* [What is required]:
Where a line of the records holds the string "image", copy that line.

■ ■ ■ ■ ■ ■ ■

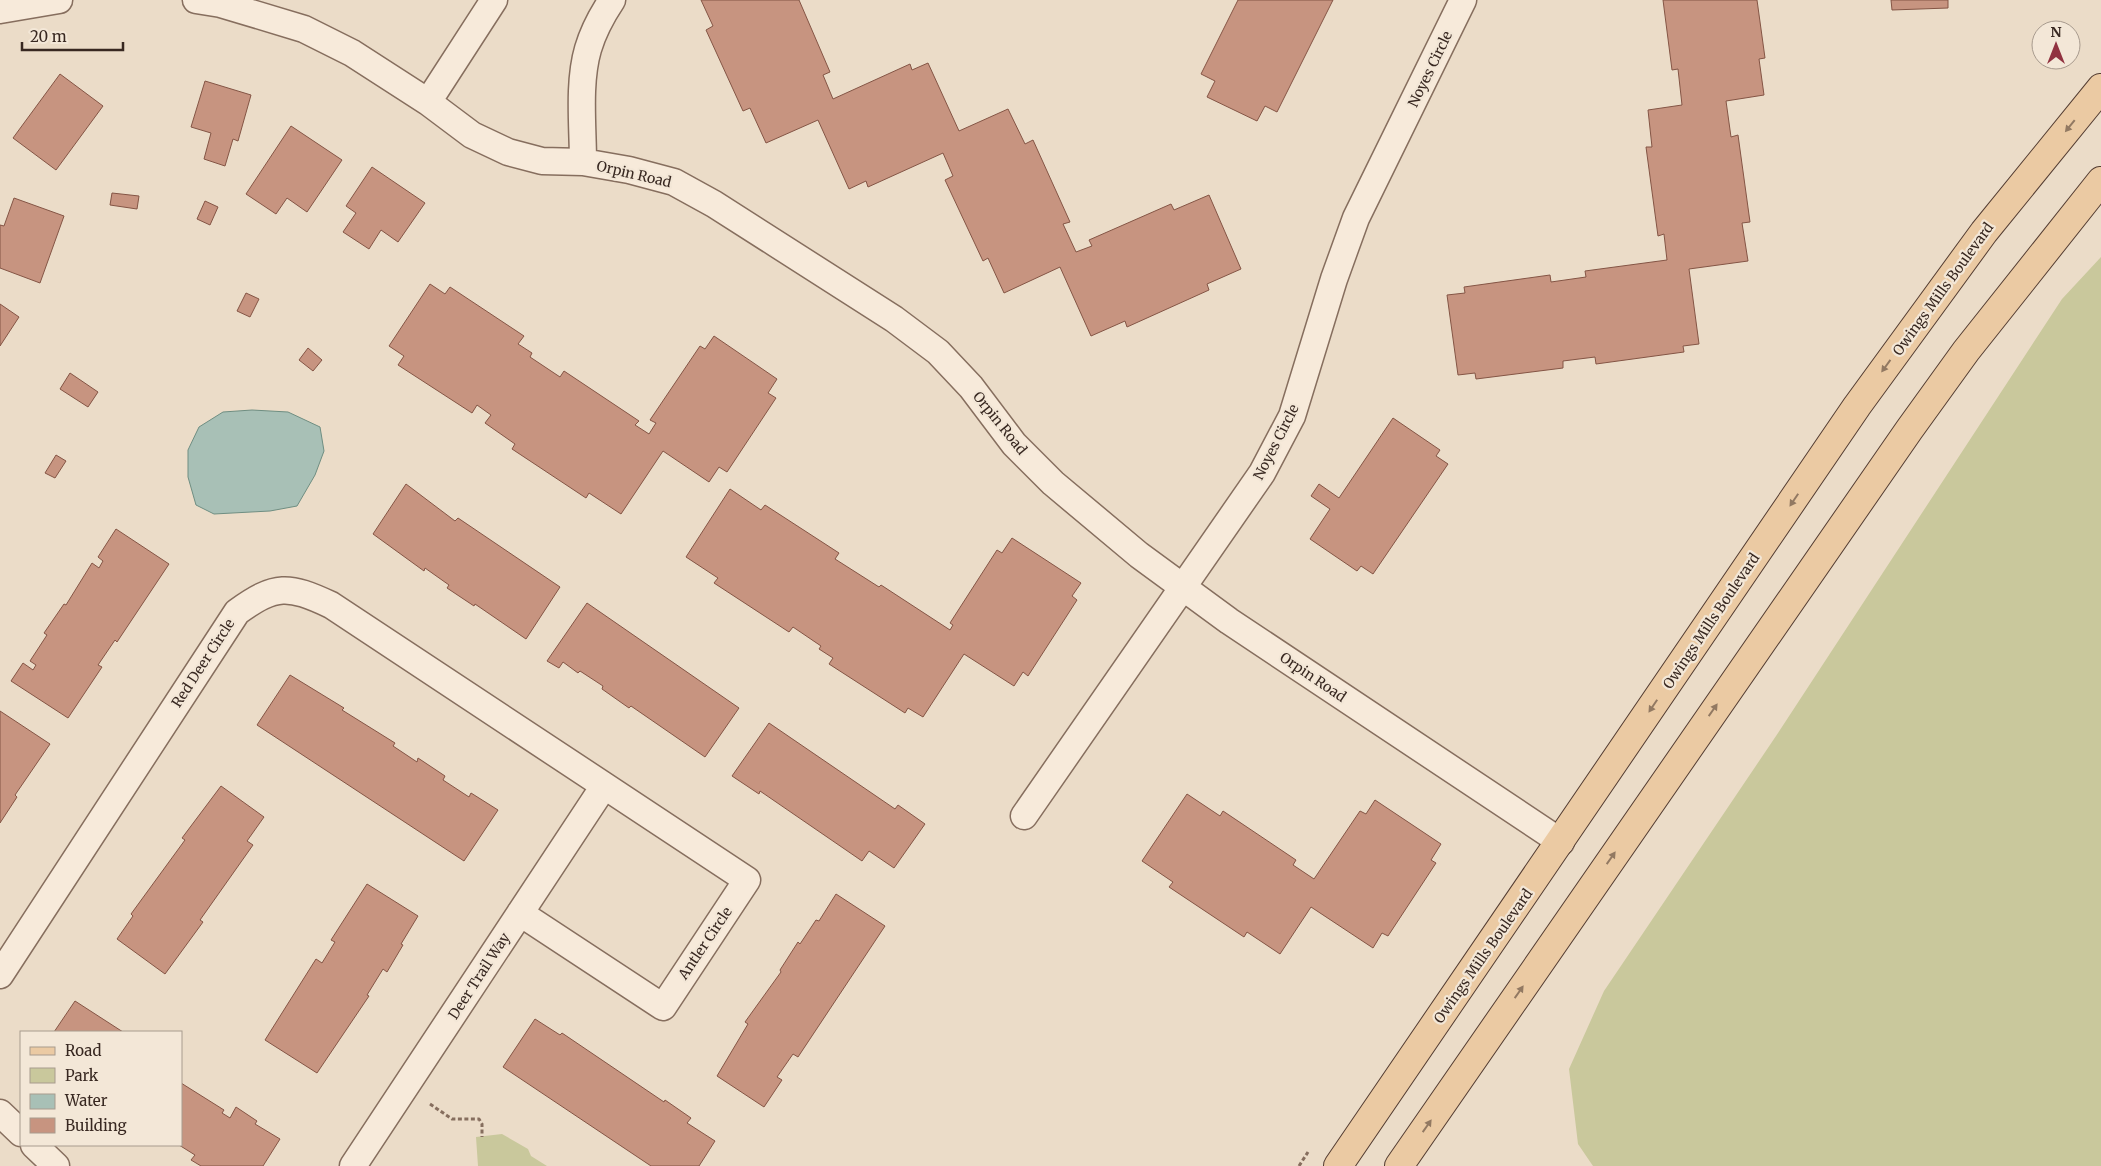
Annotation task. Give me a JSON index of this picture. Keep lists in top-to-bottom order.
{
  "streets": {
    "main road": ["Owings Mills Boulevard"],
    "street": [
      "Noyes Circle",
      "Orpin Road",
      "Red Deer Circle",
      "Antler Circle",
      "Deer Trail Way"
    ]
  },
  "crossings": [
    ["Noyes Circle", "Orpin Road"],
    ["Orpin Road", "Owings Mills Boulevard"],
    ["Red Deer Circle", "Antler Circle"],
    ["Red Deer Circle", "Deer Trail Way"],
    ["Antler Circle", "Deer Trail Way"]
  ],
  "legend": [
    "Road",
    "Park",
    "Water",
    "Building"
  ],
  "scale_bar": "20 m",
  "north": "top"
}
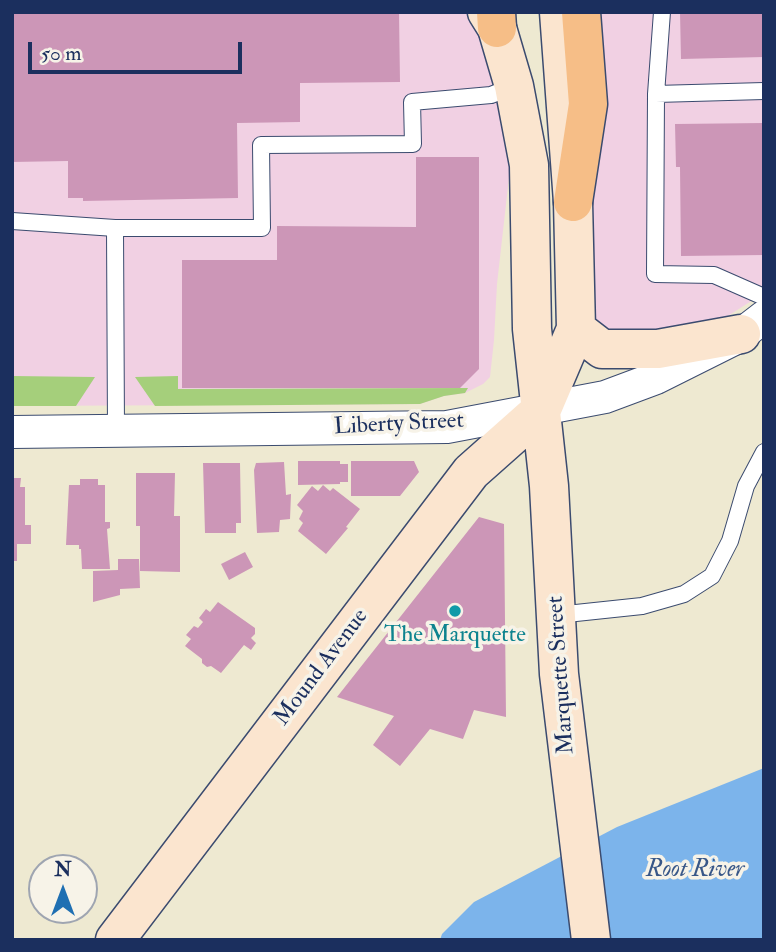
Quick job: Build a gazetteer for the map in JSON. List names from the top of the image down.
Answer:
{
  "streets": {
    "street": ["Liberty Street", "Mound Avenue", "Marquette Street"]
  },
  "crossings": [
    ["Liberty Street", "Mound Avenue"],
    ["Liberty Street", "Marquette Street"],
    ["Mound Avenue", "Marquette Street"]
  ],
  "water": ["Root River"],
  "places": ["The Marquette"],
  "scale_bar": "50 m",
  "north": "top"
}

■ ■ ■ ■ ■ ■ ■

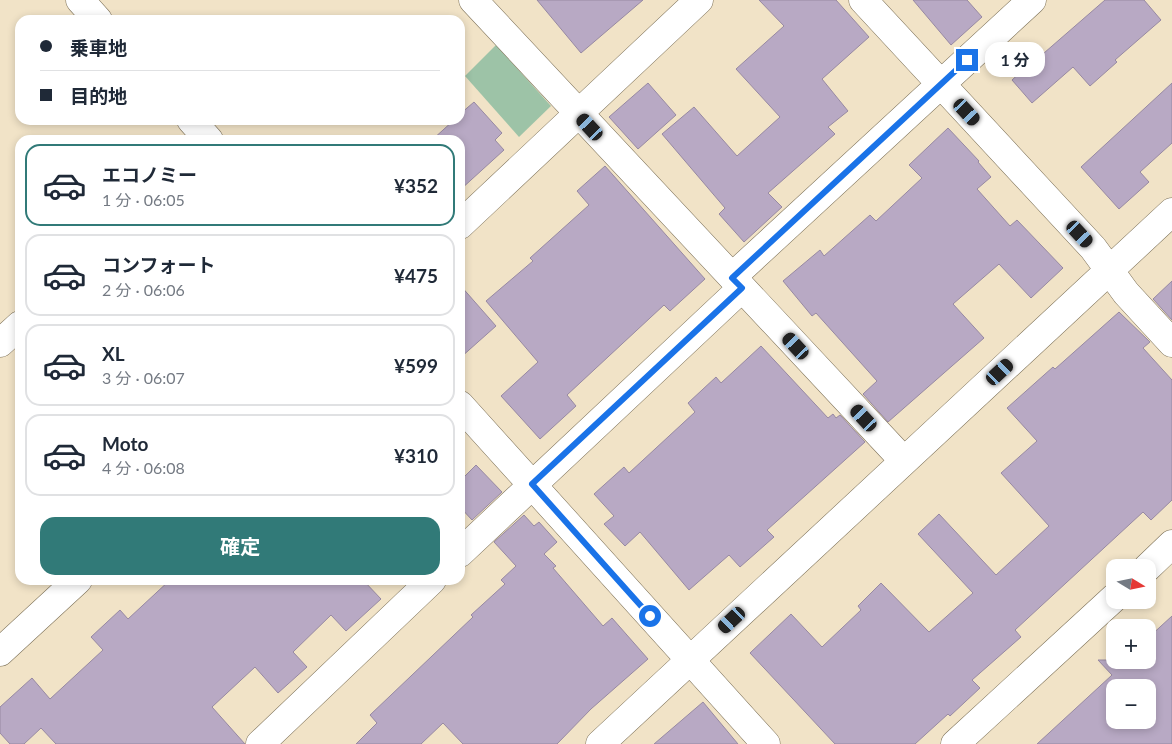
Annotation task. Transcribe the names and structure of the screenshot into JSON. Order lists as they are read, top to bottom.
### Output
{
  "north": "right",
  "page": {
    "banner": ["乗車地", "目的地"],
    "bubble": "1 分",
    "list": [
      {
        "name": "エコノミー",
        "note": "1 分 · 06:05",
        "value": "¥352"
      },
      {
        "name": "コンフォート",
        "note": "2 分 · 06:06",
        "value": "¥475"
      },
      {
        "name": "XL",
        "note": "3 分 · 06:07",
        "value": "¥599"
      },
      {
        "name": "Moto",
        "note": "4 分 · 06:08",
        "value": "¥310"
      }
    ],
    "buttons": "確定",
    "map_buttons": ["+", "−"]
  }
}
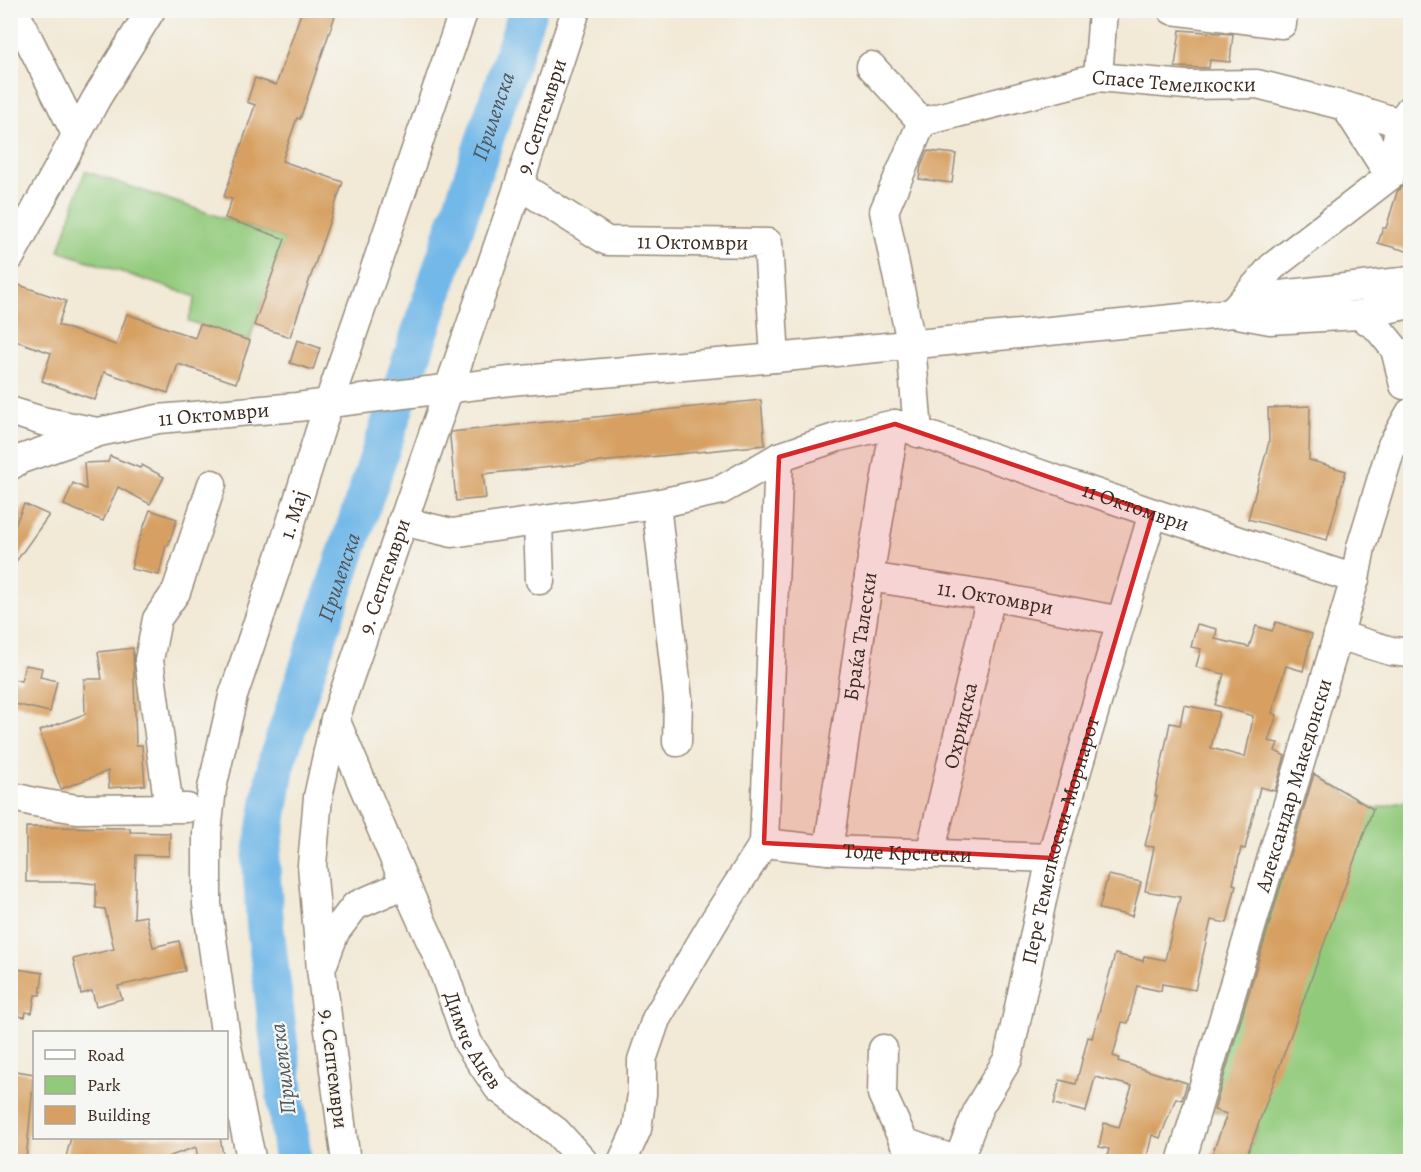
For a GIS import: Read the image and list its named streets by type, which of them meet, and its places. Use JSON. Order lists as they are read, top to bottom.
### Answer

■ ■ ■ ■ ■ ■ ■

* [Response area]:
Quick job: Build a gazetteer for the map in JSON. List names from the top of the image down.
For a GIS import: Read the image and list its named streets by type, which of them meet, and its places. Use JSON. Order lists as they are read, top to bottom.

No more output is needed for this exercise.